Stored data:
-- -- --

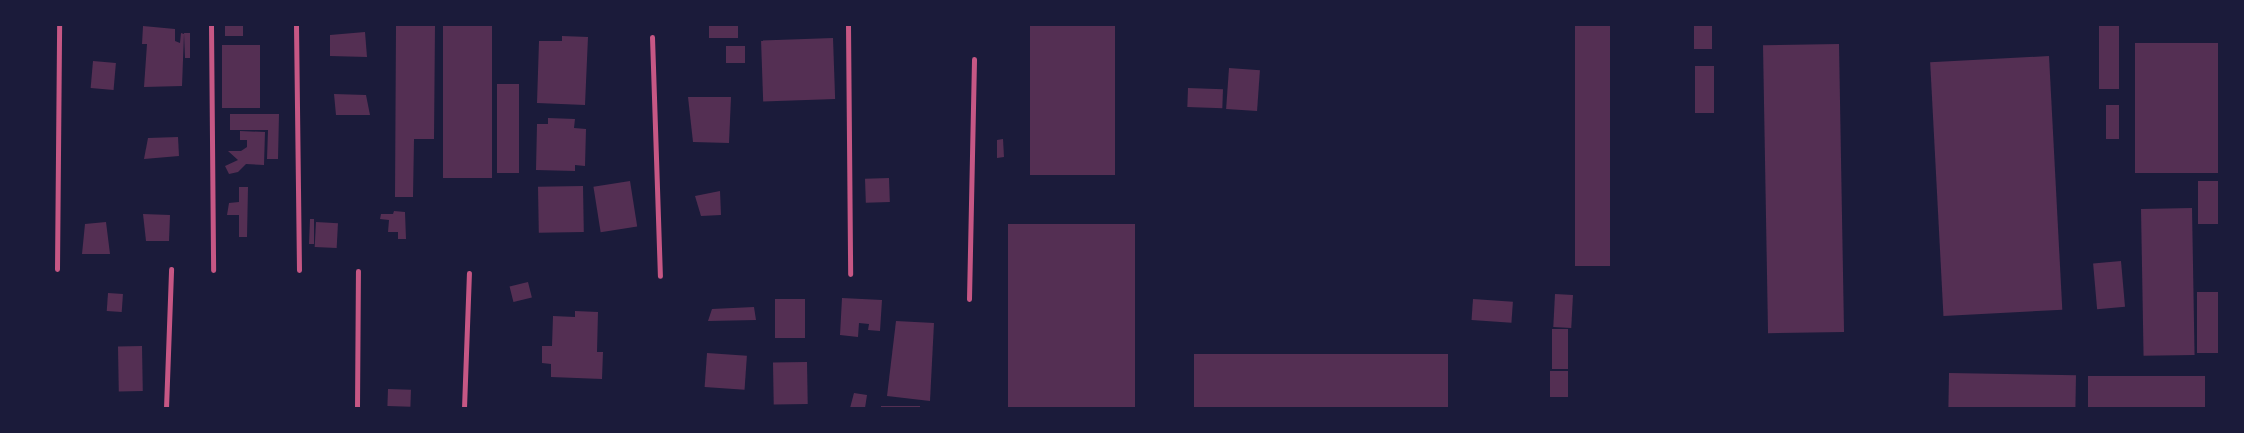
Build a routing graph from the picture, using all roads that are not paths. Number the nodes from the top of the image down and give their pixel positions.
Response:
1 (59, 25) edge
2 (211, 25) edge
3 (296, 25) edge
4 (848, 25) edge
5 (652, 37) dead end
6 (974, 60) dead end
7 (57, 269) dead end
8 (171, 269) dead end
9 (213, 270) dead end
10 (299, 270) dead end
11 (358, 271) dead end
12 (469, 272) dead end
13 (850, 274) dead end
14 (660, 276) dead end
15 (969, 299) dead end
16 (166, 408) edge
17 (357, 408) edge
18 (464, 408) edge

1 - 7 street
2 - 9 street
3 - 10 street
4 - 13 street
5 - 14 street
6 - 15 street
8 - 16 street
11 - 17 street
12 - 18 street

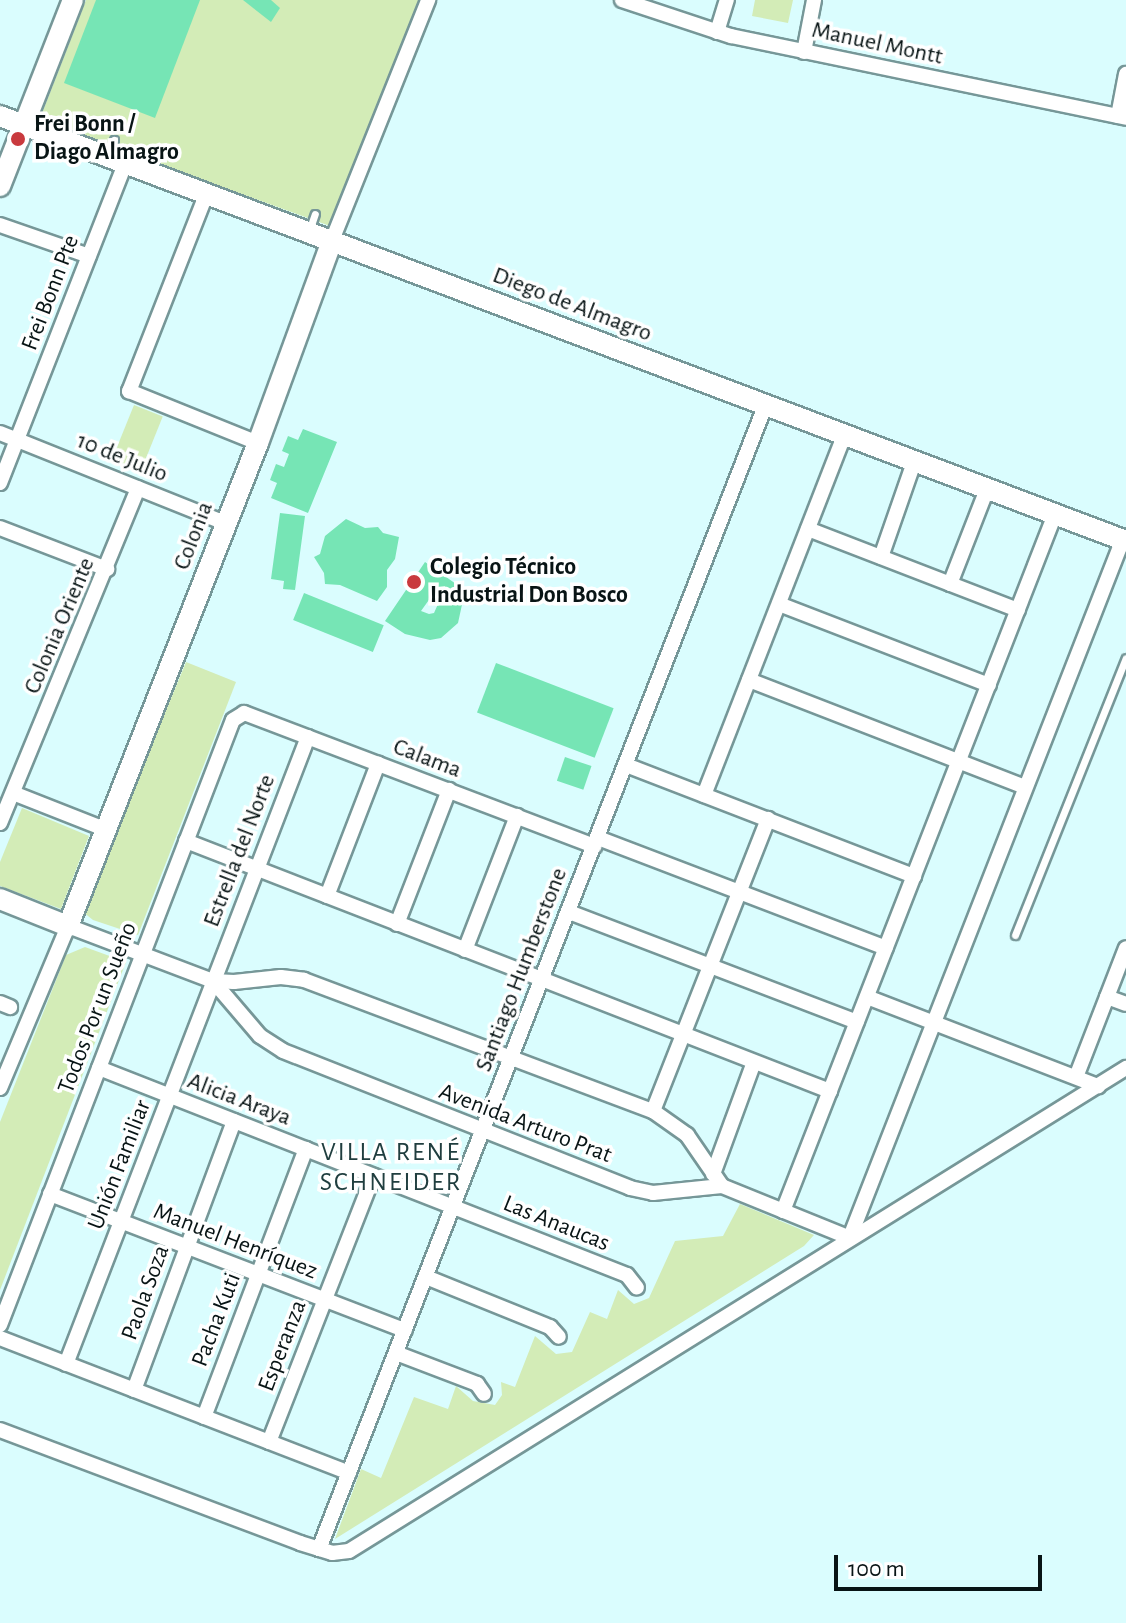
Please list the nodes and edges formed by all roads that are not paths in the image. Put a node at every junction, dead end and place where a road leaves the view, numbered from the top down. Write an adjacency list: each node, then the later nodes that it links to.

-- -- --

> [WORK TO COMPLETE]:
Say how many lines of the entries hold the string "from". Nothing but the number should be given.

> [EXERCISE OUTPUT]:
2